[Stored data entries]
________________

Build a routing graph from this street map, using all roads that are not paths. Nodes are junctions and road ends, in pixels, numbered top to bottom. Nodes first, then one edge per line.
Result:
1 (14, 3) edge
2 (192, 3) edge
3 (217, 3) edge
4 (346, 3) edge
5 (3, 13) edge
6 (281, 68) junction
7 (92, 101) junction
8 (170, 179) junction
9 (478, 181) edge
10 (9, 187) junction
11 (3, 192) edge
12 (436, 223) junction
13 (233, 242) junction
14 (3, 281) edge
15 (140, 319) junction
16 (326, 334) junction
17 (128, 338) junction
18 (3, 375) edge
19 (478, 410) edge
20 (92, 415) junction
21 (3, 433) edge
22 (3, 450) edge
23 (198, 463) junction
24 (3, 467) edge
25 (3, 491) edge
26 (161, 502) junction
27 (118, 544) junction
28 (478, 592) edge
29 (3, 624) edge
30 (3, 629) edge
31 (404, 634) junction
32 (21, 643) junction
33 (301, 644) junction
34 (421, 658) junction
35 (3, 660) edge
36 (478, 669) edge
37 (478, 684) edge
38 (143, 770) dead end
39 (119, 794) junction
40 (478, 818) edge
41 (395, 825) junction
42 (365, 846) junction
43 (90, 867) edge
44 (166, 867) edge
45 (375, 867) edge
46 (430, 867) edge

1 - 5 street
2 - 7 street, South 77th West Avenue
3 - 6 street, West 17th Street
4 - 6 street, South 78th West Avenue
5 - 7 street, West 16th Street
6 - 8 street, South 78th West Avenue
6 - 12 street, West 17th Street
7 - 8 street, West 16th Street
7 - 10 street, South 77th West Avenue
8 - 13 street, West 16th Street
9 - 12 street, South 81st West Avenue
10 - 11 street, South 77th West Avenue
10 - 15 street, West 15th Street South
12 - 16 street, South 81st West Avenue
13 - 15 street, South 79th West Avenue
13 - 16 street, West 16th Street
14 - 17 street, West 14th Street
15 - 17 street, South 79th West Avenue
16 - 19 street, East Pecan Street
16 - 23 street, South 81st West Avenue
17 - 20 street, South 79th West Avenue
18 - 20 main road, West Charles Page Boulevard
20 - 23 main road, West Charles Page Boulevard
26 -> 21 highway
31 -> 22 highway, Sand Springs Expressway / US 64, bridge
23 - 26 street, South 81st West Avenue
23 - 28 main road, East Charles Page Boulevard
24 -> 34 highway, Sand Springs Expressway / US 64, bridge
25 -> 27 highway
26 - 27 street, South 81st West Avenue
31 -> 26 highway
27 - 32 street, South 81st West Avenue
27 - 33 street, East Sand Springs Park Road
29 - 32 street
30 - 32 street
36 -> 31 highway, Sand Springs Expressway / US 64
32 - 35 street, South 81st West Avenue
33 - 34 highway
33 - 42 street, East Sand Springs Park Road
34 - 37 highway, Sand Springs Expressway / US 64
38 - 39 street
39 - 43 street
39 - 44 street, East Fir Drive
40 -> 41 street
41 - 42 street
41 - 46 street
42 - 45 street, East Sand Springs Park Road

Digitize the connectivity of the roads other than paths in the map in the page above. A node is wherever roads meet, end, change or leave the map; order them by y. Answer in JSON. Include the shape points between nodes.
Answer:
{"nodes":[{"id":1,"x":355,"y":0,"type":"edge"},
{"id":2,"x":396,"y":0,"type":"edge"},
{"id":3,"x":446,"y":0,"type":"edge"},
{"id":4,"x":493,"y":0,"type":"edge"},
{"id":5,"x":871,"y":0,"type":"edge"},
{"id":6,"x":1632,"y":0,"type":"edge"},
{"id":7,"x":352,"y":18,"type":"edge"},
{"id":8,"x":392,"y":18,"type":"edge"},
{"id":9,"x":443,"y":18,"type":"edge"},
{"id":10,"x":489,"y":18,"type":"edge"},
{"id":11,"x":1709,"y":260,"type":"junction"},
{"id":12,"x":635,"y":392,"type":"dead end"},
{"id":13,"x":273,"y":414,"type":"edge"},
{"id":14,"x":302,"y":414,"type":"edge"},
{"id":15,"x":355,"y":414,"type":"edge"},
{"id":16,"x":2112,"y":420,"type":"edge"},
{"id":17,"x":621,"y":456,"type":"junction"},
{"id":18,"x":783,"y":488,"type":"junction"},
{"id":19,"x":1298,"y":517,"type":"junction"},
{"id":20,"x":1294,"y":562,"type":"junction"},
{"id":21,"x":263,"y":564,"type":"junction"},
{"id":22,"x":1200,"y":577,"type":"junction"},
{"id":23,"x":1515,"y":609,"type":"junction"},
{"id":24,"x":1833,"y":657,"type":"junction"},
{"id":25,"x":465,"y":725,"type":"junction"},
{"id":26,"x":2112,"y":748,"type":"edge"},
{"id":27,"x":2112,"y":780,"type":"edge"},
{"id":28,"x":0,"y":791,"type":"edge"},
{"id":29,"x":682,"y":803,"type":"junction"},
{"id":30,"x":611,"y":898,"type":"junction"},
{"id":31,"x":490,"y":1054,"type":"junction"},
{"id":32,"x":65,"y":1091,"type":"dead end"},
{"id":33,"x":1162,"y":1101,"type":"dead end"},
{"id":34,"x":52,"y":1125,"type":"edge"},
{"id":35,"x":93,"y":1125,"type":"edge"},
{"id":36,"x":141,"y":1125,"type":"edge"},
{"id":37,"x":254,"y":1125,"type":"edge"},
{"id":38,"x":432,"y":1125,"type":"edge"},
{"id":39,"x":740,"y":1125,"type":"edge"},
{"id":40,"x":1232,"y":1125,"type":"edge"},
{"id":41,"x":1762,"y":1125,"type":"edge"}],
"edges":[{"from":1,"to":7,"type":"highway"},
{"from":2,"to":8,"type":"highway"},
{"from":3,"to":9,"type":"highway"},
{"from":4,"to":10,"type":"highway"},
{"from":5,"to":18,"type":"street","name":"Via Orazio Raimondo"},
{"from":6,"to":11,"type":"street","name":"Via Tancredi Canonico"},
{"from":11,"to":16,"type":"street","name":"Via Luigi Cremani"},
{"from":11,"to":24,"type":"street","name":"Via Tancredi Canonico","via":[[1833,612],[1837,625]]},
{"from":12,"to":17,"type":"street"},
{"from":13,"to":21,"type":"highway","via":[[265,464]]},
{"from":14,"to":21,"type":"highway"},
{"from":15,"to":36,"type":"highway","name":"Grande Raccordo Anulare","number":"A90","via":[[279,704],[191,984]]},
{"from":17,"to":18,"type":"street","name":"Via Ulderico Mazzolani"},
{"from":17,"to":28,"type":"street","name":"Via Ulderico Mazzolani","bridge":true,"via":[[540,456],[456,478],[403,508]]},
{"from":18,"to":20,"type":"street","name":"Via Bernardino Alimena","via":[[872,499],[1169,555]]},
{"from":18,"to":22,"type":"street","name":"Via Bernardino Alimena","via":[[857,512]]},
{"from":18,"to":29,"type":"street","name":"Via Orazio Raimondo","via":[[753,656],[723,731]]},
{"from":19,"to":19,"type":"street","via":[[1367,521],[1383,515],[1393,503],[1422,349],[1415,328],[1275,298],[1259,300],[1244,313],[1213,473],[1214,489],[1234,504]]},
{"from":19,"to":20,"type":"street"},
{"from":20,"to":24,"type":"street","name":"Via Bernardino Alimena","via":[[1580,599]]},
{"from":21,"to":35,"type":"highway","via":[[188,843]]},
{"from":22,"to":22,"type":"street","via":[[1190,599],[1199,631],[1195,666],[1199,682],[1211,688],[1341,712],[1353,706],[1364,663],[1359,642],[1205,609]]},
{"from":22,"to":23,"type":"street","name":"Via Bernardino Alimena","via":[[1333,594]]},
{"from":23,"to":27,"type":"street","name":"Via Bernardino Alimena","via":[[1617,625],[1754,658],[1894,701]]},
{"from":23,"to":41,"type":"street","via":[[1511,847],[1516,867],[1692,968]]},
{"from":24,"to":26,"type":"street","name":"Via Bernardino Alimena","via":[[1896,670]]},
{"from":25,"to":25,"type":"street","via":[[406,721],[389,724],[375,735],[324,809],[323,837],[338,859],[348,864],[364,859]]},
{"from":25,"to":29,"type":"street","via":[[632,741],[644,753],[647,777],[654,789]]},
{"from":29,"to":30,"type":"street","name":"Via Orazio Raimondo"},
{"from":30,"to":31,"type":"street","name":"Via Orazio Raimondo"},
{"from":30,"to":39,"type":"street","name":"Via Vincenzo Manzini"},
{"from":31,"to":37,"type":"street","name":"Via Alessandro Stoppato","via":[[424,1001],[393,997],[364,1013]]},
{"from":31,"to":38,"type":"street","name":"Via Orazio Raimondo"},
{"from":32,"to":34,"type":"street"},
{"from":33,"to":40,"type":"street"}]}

________________

◆ **About this task**: Copy every line of the entries in which "East" can be found.

◆ **The answer**:
16 - 19 street, East Pecan Street
23 - 28 main road, East Charles Page Boulevard
27 - 33 street, East Sand Springs Park Road
33 - 42 street, East Sand Springs Park Road
39 - 44 street, East Fir Drive
42 - 45 street, East Sand Springs Park Road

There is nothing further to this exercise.